Your instructions:
When you restate the records, do so word for word and omit any picture they contain.

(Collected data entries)

..............................

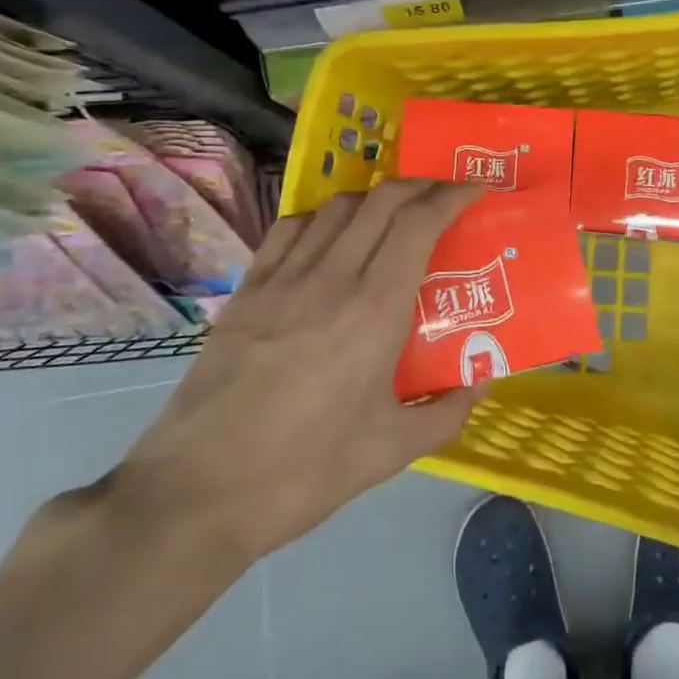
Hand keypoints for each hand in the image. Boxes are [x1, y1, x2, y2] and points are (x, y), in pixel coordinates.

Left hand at [117, 179, 486, 574]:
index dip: (451, 195)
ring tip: (393, 214)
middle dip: (421, 186)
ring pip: (336, 207)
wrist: (197, 493)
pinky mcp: (246, 290)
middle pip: (382, 201)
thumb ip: (446, 413)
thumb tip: (481, 380)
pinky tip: (330, 236)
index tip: (477, 187)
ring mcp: (282, 279)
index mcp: (375, 309)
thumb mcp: (390, 451)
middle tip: (444, 196)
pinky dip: (323, 216)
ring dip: (374, 198)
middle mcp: (331, 277)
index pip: (419, 223)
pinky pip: (290, 229)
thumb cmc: (304, 471)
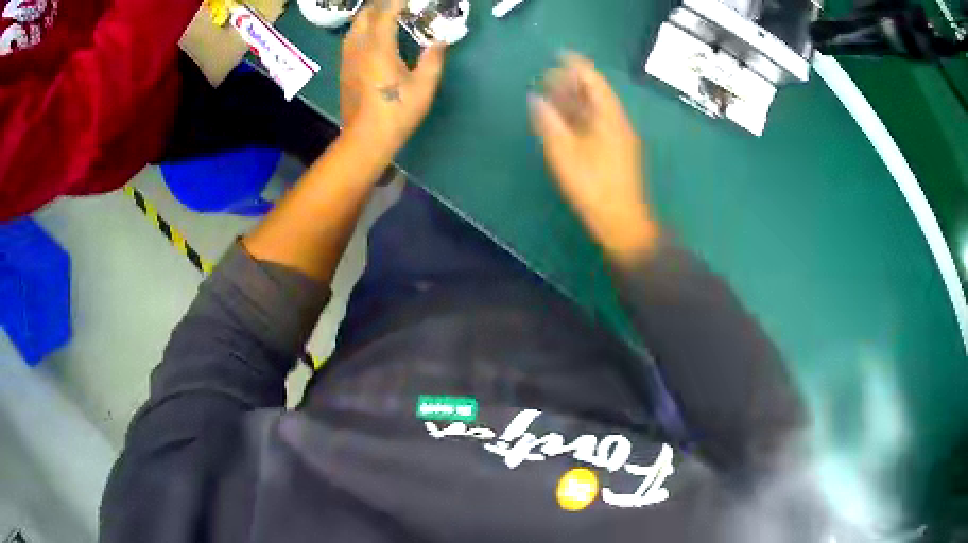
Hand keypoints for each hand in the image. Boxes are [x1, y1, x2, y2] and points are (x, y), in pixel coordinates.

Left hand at [340, 0, 446, 158]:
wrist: (365, 140)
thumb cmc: (397, 113)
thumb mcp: (424, 86)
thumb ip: (433, 58)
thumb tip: (440, 40)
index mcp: (379, 48)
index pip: (385, 13)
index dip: (397, 1)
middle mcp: (359, 48)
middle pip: (364, 15)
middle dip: (380, 5)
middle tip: (398, 5)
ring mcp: (348, 59)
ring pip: (354, 27)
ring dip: (369, 16)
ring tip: (385, 15)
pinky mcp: (344, 70)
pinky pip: (350, 40)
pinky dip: (362, 29)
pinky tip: (372, 35)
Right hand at [530, 54, 659, 264]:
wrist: (621, 222)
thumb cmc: (593, 187)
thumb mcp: (564, 153)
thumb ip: (548, 122)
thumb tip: (535, 98)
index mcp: (609, 117)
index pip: (593, 80)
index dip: (576, 65)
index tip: (558, 55)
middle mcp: (617, 122)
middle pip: (595, 93)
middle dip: (572, 82)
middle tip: (547, 76)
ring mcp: (618, 137)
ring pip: (595, 109)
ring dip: (574, 99)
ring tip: (551, 93)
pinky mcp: (615, 151)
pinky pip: (596, 123)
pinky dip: (579, 116)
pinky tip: (564, 119)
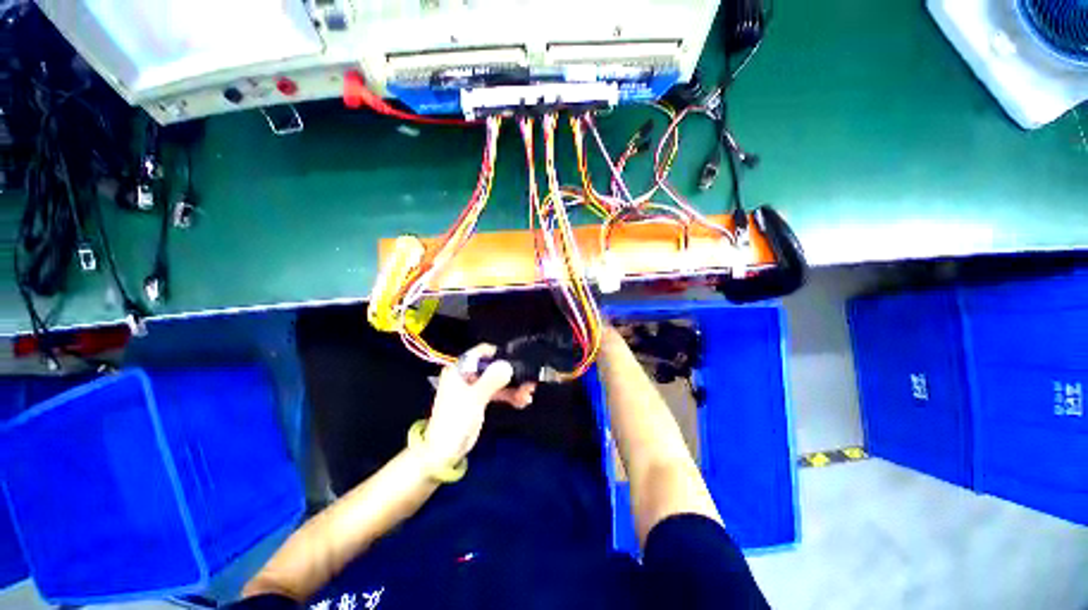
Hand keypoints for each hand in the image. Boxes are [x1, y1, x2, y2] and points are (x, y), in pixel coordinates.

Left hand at [421, 345, 536, 466]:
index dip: (499, 354)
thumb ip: (491, 380)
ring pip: (498, 380)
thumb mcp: (474, 398)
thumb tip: (508, 365)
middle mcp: (467, 375)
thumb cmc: (455, 421)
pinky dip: (509, 395)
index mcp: (460, 369)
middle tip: (528, 381)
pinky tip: (522, 401)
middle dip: (511, 374)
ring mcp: (474, 387)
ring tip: (528, 394)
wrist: (445, 452)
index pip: (481, 352)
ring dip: (514, 386)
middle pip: (493, 367)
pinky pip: (498, 392)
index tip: (516, 360)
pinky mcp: (480, 399)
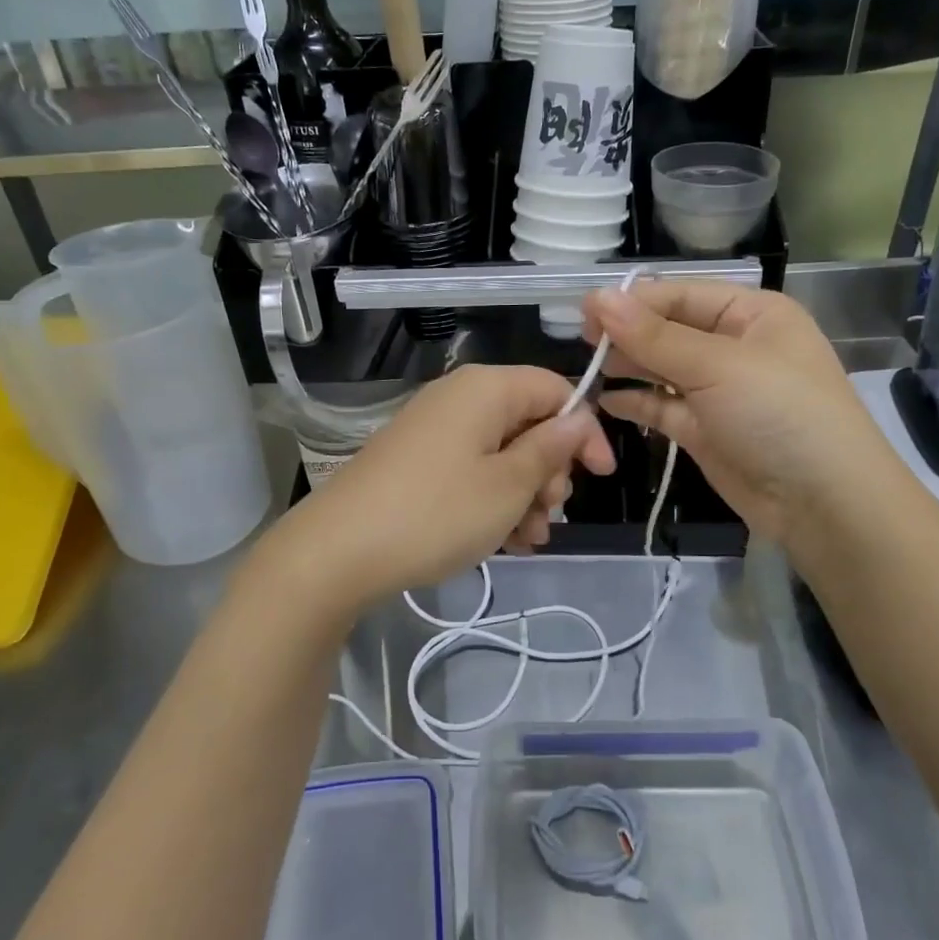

..............................

Exercise result:
Hand keypoints for each hand in the image. Boxes are [x1, y1, x2, y2] and points are (x, y), in pixel coordinates.

Left hand at [117, 179, 486, 574]:
index dip: (451, 195)
ring tip: (393, 214)
middle dip: (421, 186)
ring pip: (336, 207)
wrist: (197, 493)
pinky mcp: (246, 290)
middle pip: (382, 201)
thumb ip: (446, 413)
thumb tip: (481, 380)
pinky tip: (330, 236)
index tip: (477, 187)
ring mcp: (282, 279)
index mcp: (375, 309)
thumb mcp: (390, 451)
middle tip: (444, 196)
pinky dip: (323, 216)
ring dip: (374, 198)
middle mcp: (331, 277)
index pip: (419, 223)
pinky pip: (290, 229)
thumb cmc: (304, 471)
Hand keypoints for each hand in the image. Boxes are [x1, y1, x2, y2] and points are (x, y), in pixel coordinates.

Left hand at [340, 0, 446, 158]:
wrist: (365, 140)
thumb cmc: (397, 113)
thumb mcp: (424, 86)
thumb ip: (433, 58)
thumb tip: (440, 40)
index mcp: (379, 48)
index pip: (385, 13)
index dip: (397, 1)
middle mcp: (359, 48)
middle pip: (364, 15)
middle dip: (380, 5)
middle tip: (398, 5)
ring mcp: (348, 59)
ring pip: (354, 27)
ring dip: (369, 16)
ring tip: (385, 15)
pinky mcp: (344, 70)
pinky pip: (350, 40)
pinky dip: (362, 29)
pinky tip: (372, 35)
Right hand at [530, 54, 659, 264]:
wrist: (621, 222)
thumb cmc: (593, 187)
thumb mcp: (564, 153)
thumb ip: (548, 122)
thumb tip: (535, 98)
index mcp: (609, 117)
index pip: (593, 80)
index dip: (576, 65)
index tip: (558, 55)
middle mcp: (617, 122)
middle pip: (595, 93)
middle dip: (572, 82)
middle tip: (547, 76)
ring mcp: (618, 137)
ring pip: (595, 109)
ring dip: (574, 99)
ring tip: (551, 93)
pinky mcp: (615, 151)
pinky pip: (596, 123)
pinky dip: (579, 116)
pinky tip: (564, 119)
Hand keypoints for each hand in the image. Boxes are [x1, y1, x2, y2] and points are (x, y), in pixel coordinates.

Left hand at [421, 345, 536, 466]:
index dip: (499, 354)
thumb ip: (491, 380)
ring pip: (498, 380)
thumb mcp: (474, 398)
thumb tip: (508, 365)
middle mcp: (467, 375)
thumb cmc: (455, 421)
pinky dip: (509, 395)
index mcp: (460, 369)
middle tip: (528, 381)
pinky tip: (522, 401)
middle dip: (511, 374)
ring mcp: (474, 387)
ring tip: (528, 394)
wrist: (445, 452)
index pip: (481, 352)
ring dip: (514, 386)
middle pip: (493, 367)
pinky pip: (498, 392)
index tip: (516, 360)
pinky mcp: (480, 399)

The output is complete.